First a side note: It's starting to warm up ever so slightly in Southwestern Ontario. My school age group immediately responded by shedding all their outerwear, and in some cases, stripping down to their undershirts for the six-block walk back to the day care at the end of the day. I don't find it that warm, personally, but they're old enough to add a layer when it gets warmer....
So yesterday I was playing basketball with a gap-toothed six-year old boy. Or trying to, as he really didn't understand the game and we had no net, but he brought his basketball and he was going to use it, so really we were chasing each other around the playground - he was traveling with the ball, and I was showing him how to dribble and pivot. I must have tired him out. For a brief moment this tiny person stopped, and said to me:
"Good thing I put on my deodorant today!"
That's why I still like working with kids after all these years.
Last night was supposed to be a housecleaning/writing night for me. Instead I went to Value Village.
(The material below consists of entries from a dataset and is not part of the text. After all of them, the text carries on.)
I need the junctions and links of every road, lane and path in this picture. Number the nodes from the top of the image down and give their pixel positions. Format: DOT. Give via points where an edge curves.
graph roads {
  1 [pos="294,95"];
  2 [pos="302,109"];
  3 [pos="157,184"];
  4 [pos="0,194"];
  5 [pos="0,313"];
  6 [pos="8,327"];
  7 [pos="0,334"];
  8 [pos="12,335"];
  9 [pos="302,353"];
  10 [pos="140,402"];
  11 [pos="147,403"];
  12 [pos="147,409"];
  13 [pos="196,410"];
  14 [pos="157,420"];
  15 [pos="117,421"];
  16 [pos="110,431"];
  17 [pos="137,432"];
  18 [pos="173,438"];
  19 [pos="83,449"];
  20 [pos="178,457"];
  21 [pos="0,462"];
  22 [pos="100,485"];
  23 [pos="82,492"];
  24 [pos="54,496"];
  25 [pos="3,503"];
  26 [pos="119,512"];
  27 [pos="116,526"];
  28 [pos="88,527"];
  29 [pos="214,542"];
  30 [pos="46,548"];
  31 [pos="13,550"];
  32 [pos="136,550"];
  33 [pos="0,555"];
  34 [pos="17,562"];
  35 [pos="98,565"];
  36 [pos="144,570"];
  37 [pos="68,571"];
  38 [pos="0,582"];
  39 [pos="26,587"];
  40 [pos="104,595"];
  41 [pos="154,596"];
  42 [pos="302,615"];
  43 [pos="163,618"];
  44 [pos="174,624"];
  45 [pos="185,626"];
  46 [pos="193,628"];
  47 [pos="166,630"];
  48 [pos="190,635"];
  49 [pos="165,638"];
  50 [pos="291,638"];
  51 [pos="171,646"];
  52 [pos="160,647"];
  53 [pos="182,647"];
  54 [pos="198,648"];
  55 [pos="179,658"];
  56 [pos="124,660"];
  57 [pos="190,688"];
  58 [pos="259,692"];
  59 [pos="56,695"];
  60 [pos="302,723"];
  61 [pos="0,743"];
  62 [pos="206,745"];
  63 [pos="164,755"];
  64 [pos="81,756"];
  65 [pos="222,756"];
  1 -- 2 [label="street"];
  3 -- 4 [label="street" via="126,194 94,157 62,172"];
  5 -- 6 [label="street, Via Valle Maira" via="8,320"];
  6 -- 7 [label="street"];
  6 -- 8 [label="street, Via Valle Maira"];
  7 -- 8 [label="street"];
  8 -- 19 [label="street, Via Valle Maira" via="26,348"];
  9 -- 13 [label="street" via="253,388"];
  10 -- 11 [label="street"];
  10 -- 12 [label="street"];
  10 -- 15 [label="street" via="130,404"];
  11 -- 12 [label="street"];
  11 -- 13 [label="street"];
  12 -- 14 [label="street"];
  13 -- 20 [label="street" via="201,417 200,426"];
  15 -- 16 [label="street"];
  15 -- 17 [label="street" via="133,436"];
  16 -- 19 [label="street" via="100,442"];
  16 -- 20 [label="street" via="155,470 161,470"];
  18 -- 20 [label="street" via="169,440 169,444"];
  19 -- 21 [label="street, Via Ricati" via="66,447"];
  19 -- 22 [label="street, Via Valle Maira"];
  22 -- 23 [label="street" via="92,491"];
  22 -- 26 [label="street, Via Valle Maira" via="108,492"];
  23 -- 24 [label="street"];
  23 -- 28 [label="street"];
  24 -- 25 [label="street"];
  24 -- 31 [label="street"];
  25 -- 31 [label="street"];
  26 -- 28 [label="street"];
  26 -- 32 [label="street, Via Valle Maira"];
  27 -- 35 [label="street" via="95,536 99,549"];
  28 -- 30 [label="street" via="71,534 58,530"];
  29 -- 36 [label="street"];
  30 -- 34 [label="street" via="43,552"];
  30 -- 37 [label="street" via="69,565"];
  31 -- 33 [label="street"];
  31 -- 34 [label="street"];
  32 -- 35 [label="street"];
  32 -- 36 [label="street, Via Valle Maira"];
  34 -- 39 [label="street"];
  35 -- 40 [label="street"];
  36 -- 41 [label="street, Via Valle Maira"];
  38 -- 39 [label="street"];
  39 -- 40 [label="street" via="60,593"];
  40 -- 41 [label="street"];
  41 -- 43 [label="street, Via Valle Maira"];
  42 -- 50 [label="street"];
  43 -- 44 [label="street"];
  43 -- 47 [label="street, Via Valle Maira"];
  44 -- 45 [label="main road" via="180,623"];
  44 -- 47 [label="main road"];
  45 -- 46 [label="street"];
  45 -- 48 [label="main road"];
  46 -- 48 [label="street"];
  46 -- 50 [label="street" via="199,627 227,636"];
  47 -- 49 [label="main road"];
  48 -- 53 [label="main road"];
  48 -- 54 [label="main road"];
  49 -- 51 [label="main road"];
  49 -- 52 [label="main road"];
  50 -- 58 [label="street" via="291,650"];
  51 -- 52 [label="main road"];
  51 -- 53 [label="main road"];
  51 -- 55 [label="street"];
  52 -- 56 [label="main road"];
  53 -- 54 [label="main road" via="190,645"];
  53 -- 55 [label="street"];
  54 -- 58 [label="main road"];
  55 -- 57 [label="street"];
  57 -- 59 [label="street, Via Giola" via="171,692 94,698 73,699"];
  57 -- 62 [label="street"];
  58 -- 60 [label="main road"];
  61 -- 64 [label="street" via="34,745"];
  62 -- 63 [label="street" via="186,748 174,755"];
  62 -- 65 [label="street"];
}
I know I don't have much money. But I also don't have any summer clothes. I weighed 40 pounds more last summer than I do now. The few items I saved are suitable only for wearing as pajamas. And when my friend KS calls and asks me to accompany her to VV, I can never say no.
I love the woman. Intelligent, outspoken, beautiful...and she's merciless in the change room.
"Take that off, it does nothing for you"
"Here. Try this on. No, I mean it, try it on. I don't care if you don't wear dresses like that, just put it on and see what it looks like."
Which is why I own any dress at all beyond the "hippie-flowy" skirts that I wear in the summer time. I don't wear dresses. But there's this little black dress sitting in my closet that looks amazing on me.
I have no place to wear it, but no matter....
So last night KS and I did the usual. VV (in Cambridge this time) and coffee at her place to follow. We closed down VV once again - we have a habit of forgetting the time, and then we're frantically trying stuff on because there's fifteen minutes left before closing and the're going to kick us out soon. Not that we've ever been kicked out, but it's come close.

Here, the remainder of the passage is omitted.